Les Digifermes pour tester de nouvelles technologies utiles
Beaucoup d’offres voient le jour mais peu s’avèrent innovantes. Le réseau des Digifermes permet de faire le tri dans ces outils numériques et d’en faire des facteurs de progrès pour les producteurs de grandes cultures.
Beaucoup d’offres voient le jour mais peu s’avèrent innovantes. Le réseau des Digifermes permet de faire le tri dans ces outils numériques et d’en faire des facteurs de progrès pour les producteurs de grandes cultures.
Entre les outils d’aide à la décision (OAD), les stations météo intelligentes et les capteurs embarqués, les innovations qui promettent de mieux piloter les cultures sont légion. Elles affichent souvent des promesses alléchantes en matière de gain de temps, d’efficience des intrants, de productivité ou de meilleur respect de l’environnement. Mais sont-elles toutes innovantes ? Depuis 2018, un réseau composé de treize fermes expérimentales – dont six dédiées aux grandes cultures – teste les innovations en développement.
Ce réseau, baptisé Digifermes, a été créé à l’initiative d’Arvalis, Institut du végétal (1). Son objectif ? « Faire émerger les innovations contribuant à améliorer la multiperformance des exploitations agricoles. » Le travail des Digifermes s’articule autour de quatre axes stratégiques : le pilotage tactique des productions, la digitalisation de l’agroéquipement, le pilotage stratégique de l’exploitation et la valorisation des datas. Le pilotage tactique des productions concentre le gros de l’activité des Digifermes.
« Nous accueillons des entreprises qui souhaitent tester leurs innovations à différentes phases de leur projet », indique Inès Teetaert, ingénieur Arvalis en charge du réseau des Digifermes. Ces innovations sont testées sur le terrain, grandeur nature. « Les Digifermes sont avant tout des fermes dans lesquelles nous nous interrogeons sur le meilleur moyen de s’appuyer sur le numérique pour piloter l’exploitation », explique Pascaline Pierson, responsable de la Digiferme de Saint-Hilaire-en-Woëvre, dans la Meuse. « L’allongement des rotations, l’implantation de couverts, le développement des graminées résistantes compliquent la conduite des cultures, rappelle l’ingénieure.

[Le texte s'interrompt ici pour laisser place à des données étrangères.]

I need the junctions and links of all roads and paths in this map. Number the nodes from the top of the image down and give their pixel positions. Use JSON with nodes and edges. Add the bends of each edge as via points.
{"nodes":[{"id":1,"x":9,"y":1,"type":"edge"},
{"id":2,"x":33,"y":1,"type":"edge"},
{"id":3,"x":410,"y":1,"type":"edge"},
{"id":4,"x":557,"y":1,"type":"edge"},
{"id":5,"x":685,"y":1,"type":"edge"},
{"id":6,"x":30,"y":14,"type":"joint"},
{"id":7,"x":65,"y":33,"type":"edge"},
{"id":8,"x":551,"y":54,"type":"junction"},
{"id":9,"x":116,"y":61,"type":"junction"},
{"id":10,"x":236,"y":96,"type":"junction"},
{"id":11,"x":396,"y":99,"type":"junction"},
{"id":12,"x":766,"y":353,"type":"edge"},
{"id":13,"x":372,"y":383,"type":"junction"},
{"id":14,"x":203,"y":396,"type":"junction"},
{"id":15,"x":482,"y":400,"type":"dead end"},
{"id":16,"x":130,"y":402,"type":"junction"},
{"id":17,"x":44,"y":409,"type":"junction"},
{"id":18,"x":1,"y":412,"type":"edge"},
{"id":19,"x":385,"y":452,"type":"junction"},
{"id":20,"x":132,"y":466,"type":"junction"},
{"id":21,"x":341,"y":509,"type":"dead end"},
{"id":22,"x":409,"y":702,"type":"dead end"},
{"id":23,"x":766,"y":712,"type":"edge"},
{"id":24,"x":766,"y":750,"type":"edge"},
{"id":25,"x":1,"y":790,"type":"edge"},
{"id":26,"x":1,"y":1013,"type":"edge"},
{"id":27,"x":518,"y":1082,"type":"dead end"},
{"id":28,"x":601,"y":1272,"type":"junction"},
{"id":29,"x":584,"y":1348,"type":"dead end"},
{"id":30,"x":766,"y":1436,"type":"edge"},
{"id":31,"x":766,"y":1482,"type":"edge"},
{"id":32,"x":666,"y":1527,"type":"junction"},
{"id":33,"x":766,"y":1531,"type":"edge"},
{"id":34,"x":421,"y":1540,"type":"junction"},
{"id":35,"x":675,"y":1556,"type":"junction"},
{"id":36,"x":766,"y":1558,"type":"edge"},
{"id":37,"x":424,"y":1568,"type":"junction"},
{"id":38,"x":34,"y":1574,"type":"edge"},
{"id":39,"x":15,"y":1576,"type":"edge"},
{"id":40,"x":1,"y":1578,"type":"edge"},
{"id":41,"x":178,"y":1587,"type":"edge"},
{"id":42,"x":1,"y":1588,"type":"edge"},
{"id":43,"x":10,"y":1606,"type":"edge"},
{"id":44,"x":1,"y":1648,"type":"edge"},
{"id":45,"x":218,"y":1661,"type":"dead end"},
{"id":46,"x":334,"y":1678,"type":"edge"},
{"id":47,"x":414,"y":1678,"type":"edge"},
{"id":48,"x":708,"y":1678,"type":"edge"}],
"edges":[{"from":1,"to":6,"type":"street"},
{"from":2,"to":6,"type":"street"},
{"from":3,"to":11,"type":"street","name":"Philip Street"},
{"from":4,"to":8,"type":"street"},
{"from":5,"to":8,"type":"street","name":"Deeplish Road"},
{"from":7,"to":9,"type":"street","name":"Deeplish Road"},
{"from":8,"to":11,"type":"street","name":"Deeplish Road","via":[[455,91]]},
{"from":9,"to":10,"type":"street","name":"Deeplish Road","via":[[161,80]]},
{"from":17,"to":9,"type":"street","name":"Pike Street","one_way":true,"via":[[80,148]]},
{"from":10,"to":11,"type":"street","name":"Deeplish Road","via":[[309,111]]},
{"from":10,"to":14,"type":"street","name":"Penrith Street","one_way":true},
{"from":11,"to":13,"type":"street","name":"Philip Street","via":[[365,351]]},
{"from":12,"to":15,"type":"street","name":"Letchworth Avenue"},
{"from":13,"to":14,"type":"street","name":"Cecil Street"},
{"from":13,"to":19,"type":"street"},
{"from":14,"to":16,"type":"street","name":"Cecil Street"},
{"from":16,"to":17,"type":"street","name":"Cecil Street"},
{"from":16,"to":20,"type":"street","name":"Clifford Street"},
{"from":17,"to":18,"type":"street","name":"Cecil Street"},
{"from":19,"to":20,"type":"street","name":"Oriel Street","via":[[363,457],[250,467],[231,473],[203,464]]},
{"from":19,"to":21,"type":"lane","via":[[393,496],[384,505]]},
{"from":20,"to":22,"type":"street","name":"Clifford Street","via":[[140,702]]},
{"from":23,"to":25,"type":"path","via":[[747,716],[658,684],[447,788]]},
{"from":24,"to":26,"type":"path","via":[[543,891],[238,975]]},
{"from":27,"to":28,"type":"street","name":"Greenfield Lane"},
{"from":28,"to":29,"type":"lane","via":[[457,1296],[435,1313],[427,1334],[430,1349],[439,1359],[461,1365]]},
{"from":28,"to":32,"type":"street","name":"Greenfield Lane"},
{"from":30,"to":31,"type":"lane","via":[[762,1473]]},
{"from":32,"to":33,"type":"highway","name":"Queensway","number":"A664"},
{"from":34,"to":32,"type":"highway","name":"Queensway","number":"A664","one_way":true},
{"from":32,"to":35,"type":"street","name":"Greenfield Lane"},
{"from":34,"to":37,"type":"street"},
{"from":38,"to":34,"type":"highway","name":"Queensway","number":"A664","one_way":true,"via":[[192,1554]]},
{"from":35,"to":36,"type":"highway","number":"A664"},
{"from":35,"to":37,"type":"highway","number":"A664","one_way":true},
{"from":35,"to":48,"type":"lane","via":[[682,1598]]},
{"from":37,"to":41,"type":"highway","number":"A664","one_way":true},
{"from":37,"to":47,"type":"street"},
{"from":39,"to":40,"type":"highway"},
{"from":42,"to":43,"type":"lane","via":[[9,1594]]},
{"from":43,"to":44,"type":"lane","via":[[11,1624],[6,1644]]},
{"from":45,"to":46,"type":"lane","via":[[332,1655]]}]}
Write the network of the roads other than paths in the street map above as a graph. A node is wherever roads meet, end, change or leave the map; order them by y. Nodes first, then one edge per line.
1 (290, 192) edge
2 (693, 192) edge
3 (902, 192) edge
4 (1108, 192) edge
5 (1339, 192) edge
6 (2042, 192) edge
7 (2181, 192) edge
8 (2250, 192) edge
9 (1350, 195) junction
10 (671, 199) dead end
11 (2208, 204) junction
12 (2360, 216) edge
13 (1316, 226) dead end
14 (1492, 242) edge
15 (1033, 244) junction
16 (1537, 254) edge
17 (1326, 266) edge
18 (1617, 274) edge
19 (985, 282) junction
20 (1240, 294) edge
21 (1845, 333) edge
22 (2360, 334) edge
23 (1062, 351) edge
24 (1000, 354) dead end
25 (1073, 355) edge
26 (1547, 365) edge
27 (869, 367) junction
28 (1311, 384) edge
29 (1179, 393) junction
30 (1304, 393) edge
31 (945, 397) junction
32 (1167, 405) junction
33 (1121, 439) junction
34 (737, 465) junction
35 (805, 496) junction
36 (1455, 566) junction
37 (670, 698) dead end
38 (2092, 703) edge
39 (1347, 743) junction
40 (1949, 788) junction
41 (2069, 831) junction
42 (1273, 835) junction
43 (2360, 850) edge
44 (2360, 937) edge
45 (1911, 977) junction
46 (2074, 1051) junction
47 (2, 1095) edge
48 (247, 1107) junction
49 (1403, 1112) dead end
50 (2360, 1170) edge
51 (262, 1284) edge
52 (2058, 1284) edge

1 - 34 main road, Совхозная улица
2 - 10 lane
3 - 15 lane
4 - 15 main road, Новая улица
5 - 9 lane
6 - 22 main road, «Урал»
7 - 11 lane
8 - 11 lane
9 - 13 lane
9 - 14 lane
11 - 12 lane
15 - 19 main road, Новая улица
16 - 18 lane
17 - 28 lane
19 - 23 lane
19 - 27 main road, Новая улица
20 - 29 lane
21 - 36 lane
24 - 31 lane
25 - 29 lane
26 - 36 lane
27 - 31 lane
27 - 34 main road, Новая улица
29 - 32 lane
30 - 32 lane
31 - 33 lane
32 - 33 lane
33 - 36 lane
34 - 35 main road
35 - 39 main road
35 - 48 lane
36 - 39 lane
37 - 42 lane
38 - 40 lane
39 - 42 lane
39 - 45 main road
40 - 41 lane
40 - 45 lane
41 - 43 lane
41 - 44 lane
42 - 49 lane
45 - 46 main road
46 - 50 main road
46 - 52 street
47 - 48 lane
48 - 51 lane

Le numérique peut nous aider à lever certaines contraintes et à mieux piloter les grandes cultures. »
Améliorer la précision du pilotage
Les ingénieurs s’attachent à mesurer si l’outil testé est opérationnel ou pas et s’il va apporter un gain aux agriculteurs. « Nous testons ces nouveaux outils avec des méthodologies éprouvées, rigoureuses et indépendantes », précise Delphine Bouttet, responsable de la Digiferme de Boigneville, dans l’Essonne. « L’objectif de ces nouveaux outils est d’améliorer la précision du pilotage, donc de réduire les coûts et d’améliorer le revenu. » Ces techniques doivent apporter une information qui améliore l’OAD existant : le contexte économique de l’agriculture ne permet plus de s’offrir ces outils par pur goût pour les nouvelles technologies.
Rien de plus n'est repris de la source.